**Work to complete**
Count how many lines in the following data hold the word "numbered". Your answer is the number and nothing else.

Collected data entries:

:::::

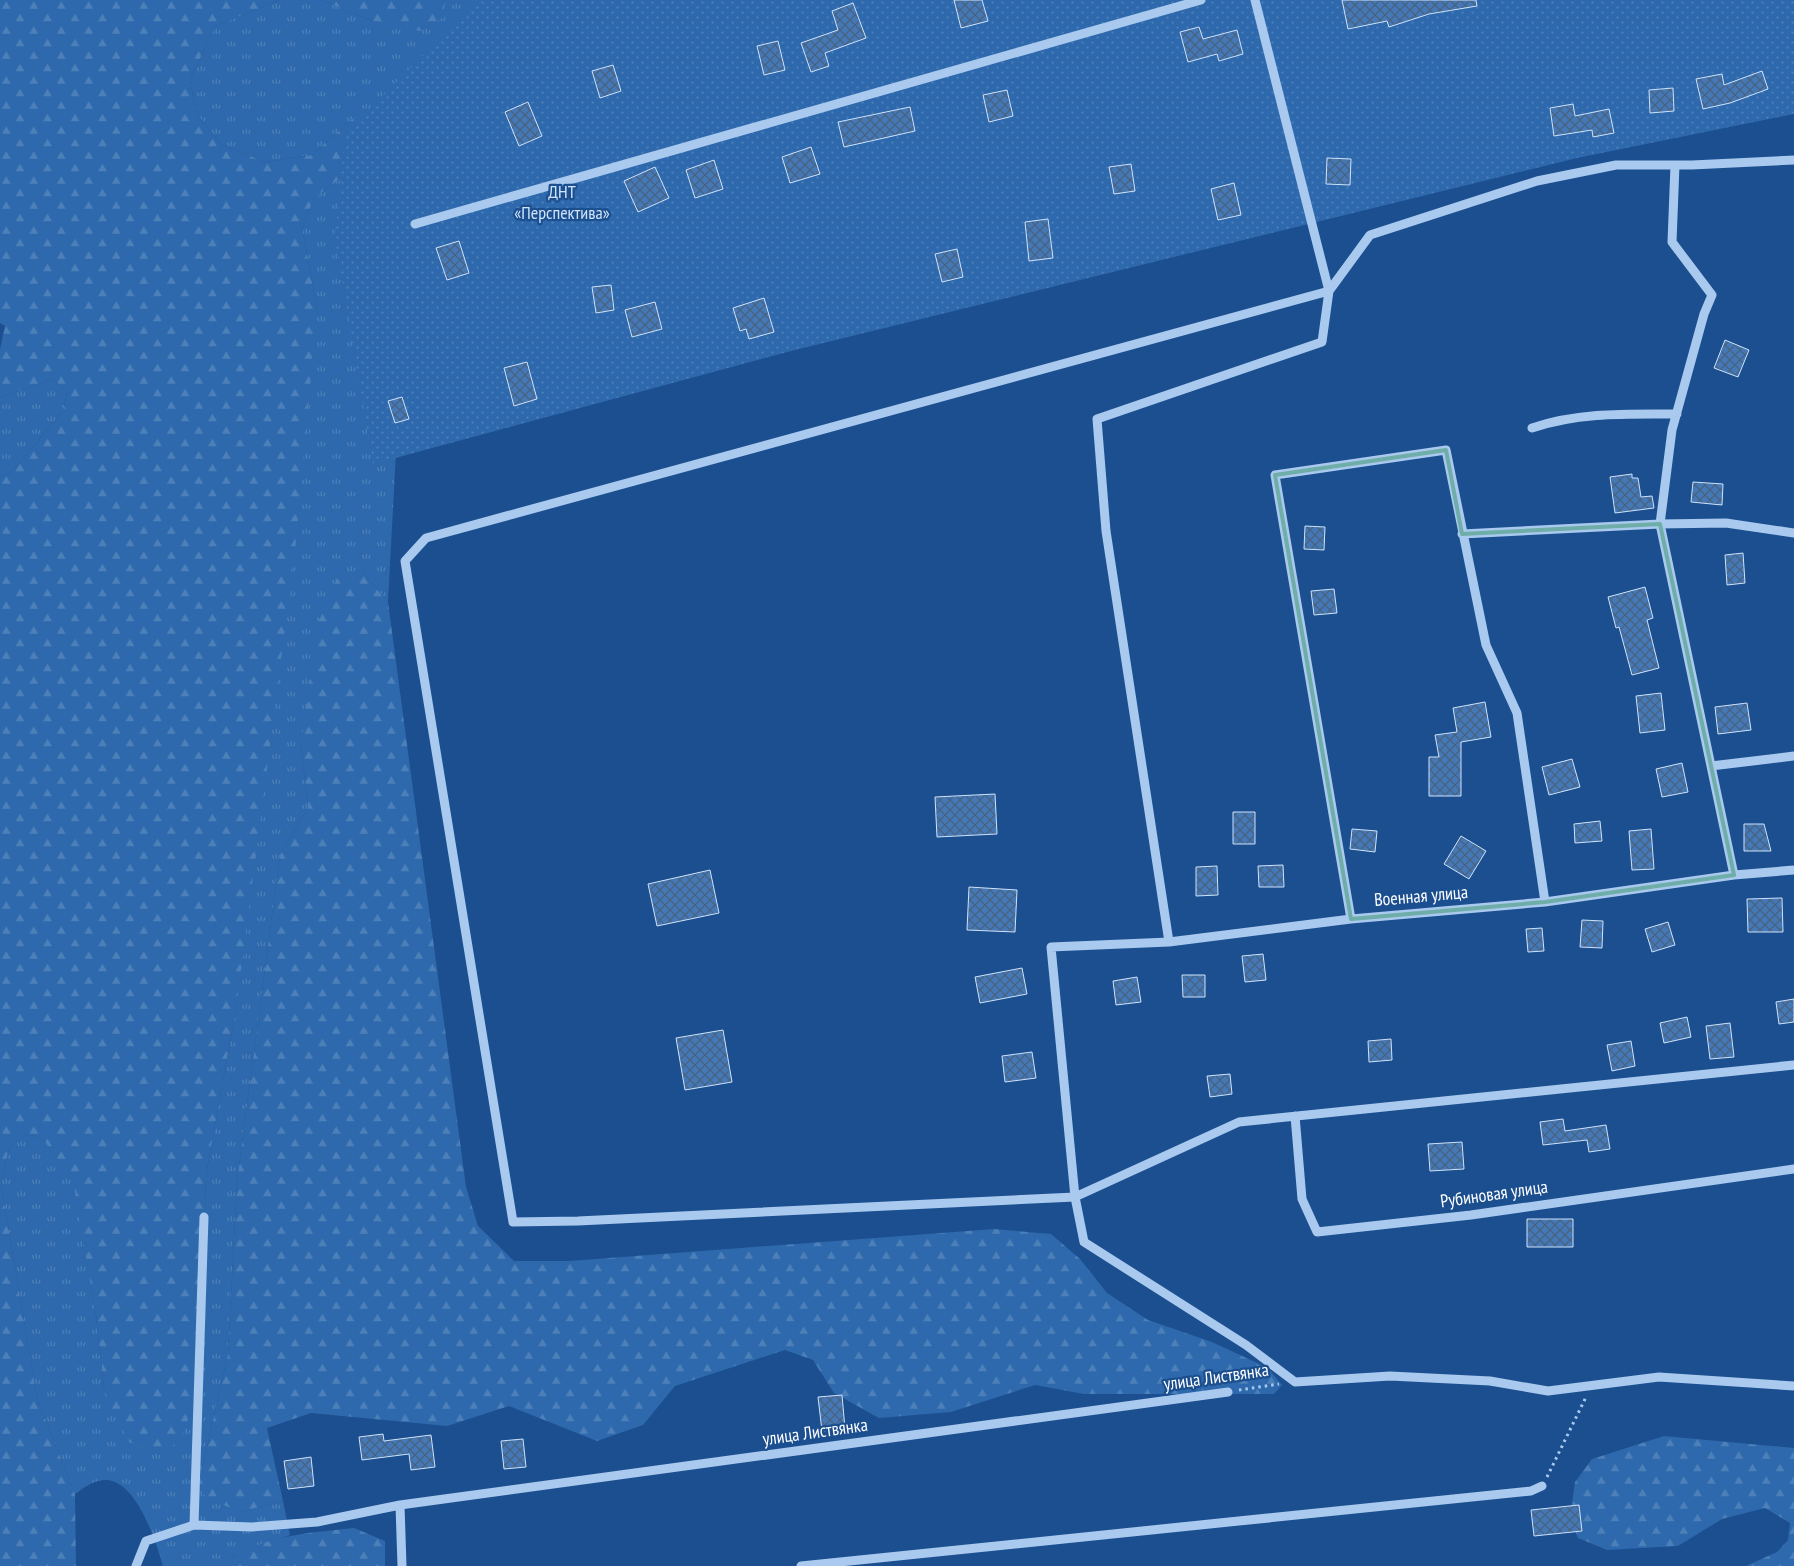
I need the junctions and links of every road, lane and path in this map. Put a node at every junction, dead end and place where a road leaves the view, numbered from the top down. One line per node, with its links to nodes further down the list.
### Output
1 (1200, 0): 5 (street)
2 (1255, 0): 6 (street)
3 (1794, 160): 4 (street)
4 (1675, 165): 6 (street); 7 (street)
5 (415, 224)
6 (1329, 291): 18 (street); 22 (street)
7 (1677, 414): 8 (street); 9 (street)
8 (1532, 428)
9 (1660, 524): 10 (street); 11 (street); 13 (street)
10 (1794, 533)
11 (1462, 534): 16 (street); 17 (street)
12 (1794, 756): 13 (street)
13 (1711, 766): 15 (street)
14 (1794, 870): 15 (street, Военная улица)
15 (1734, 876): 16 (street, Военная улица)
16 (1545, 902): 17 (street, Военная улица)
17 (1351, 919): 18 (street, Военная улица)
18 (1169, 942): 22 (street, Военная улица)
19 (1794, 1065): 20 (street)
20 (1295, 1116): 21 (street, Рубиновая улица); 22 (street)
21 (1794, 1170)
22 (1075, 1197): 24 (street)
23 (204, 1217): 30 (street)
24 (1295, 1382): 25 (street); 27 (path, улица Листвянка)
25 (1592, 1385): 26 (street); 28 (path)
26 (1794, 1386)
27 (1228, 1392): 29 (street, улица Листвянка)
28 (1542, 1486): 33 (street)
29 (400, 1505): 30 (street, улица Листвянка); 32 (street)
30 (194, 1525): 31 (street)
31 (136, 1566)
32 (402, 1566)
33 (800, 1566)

:::::

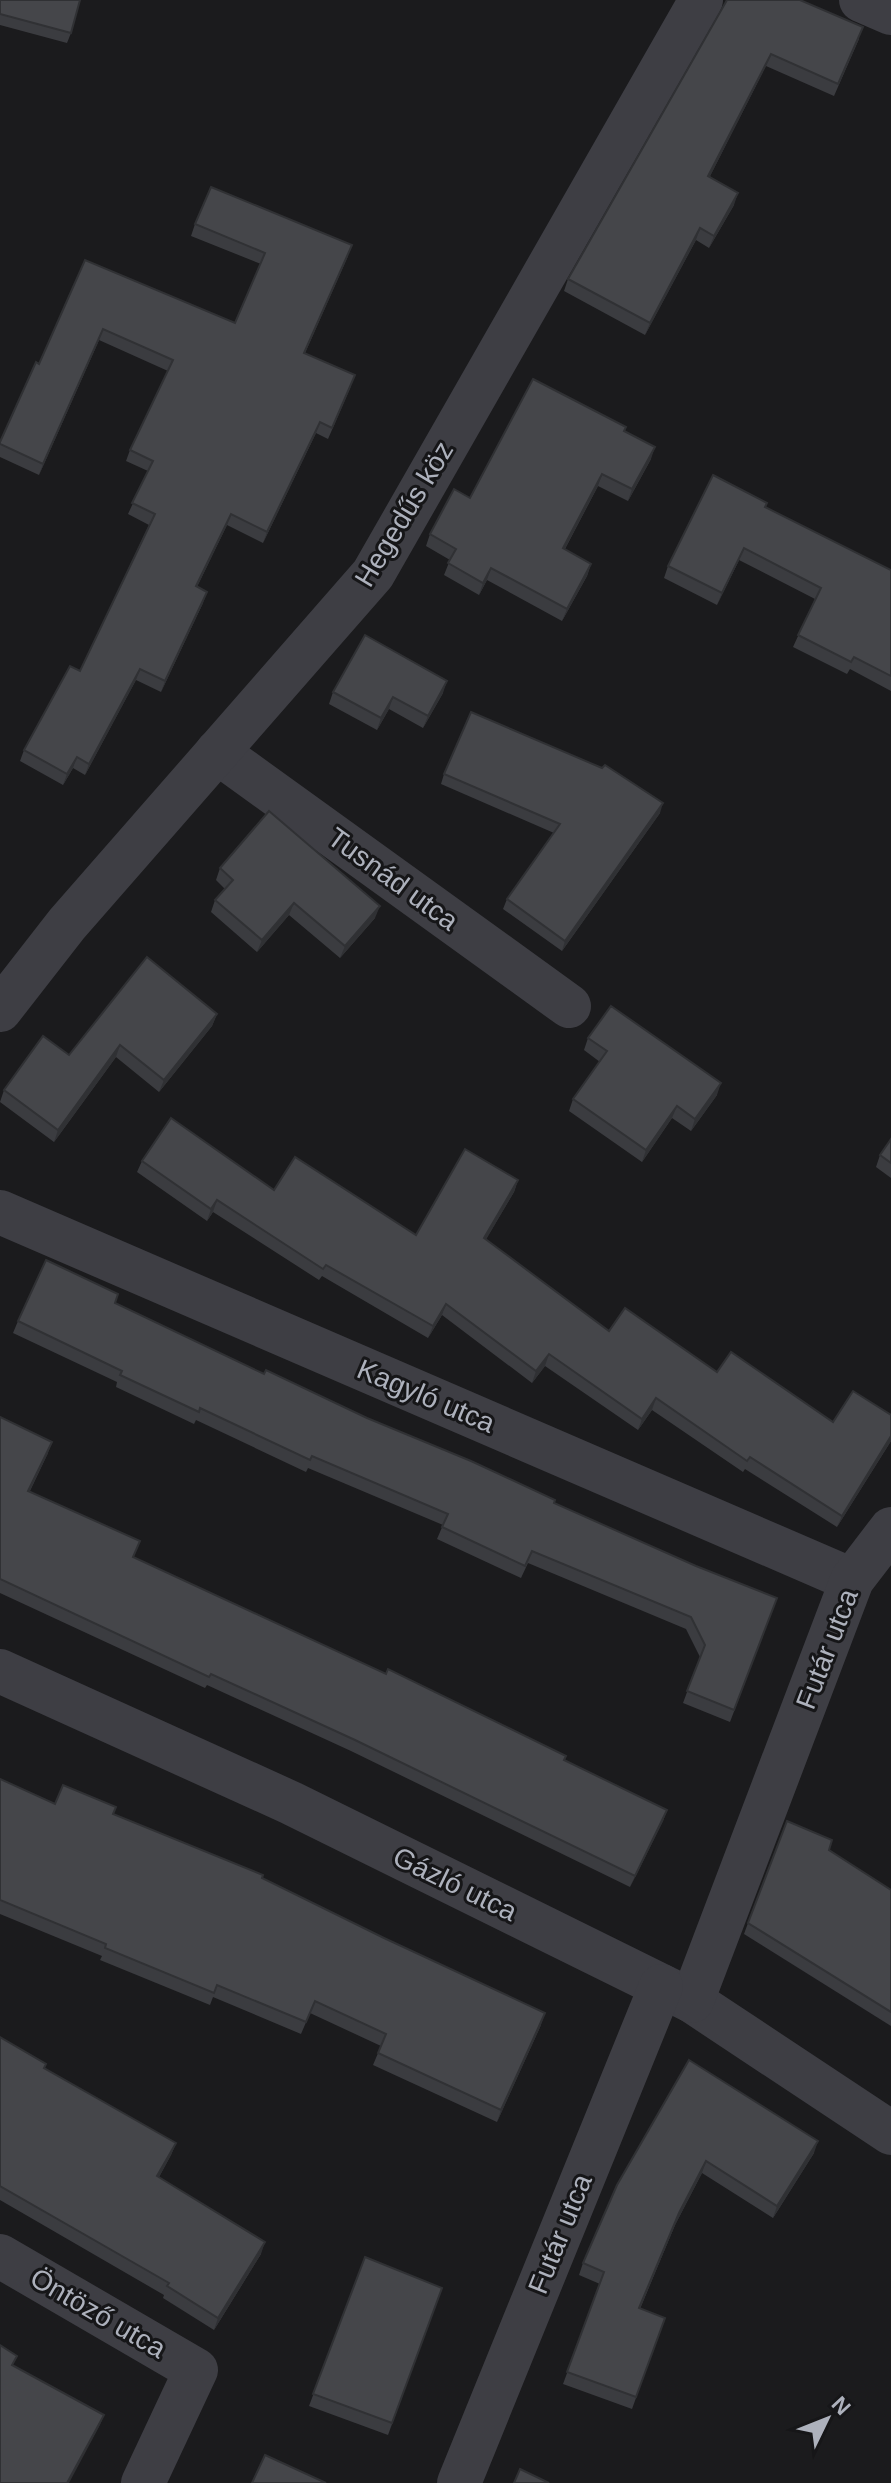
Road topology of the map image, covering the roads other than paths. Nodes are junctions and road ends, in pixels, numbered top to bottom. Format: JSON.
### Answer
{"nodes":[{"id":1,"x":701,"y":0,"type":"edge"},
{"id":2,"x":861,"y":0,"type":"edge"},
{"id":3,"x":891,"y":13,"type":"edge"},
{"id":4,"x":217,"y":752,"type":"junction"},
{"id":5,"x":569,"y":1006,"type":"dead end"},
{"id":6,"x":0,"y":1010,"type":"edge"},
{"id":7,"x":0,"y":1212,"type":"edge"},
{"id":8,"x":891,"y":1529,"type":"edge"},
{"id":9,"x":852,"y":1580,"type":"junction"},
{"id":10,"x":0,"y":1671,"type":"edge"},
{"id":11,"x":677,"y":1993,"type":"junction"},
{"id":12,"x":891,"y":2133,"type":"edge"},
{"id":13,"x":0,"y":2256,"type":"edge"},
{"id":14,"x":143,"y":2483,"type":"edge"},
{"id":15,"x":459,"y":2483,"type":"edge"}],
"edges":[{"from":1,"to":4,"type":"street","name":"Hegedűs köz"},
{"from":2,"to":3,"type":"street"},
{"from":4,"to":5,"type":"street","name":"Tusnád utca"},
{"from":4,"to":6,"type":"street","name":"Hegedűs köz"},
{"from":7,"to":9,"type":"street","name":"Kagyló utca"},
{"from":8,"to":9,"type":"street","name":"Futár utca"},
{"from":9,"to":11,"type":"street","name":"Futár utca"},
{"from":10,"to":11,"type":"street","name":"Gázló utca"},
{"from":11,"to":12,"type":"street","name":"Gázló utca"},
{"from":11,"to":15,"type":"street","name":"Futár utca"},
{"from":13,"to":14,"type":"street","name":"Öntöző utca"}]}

:::::

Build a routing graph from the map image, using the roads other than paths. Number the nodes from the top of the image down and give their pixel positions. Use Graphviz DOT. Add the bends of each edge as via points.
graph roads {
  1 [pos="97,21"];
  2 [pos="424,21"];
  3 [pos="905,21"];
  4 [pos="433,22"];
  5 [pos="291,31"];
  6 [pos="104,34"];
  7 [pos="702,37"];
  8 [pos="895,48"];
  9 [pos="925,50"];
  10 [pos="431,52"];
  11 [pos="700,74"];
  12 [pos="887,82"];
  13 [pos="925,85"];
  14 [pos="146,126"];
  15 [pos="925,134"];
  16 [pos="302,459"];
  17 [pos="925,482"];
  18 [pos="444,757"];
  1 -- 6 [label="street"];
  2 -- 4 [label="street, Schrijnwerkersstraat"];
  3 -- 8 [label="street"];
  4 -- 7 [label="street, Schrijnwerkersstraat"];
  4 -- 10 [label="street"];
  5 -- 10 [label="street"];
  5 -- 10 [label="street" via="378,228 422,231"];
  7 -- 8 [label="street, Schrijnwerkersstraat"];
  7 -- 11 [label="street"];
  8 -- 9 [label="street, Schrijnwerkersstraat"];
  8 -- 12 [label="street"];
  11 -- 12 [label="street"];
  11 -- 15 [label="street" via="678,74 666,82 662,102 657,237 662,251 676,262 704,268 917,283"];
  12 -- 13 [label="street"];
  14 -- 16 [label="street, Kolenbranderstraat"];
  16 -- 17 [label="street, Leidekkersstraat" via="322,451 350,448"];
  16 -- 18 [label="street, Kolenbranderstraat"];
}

:::::

**Written response**
2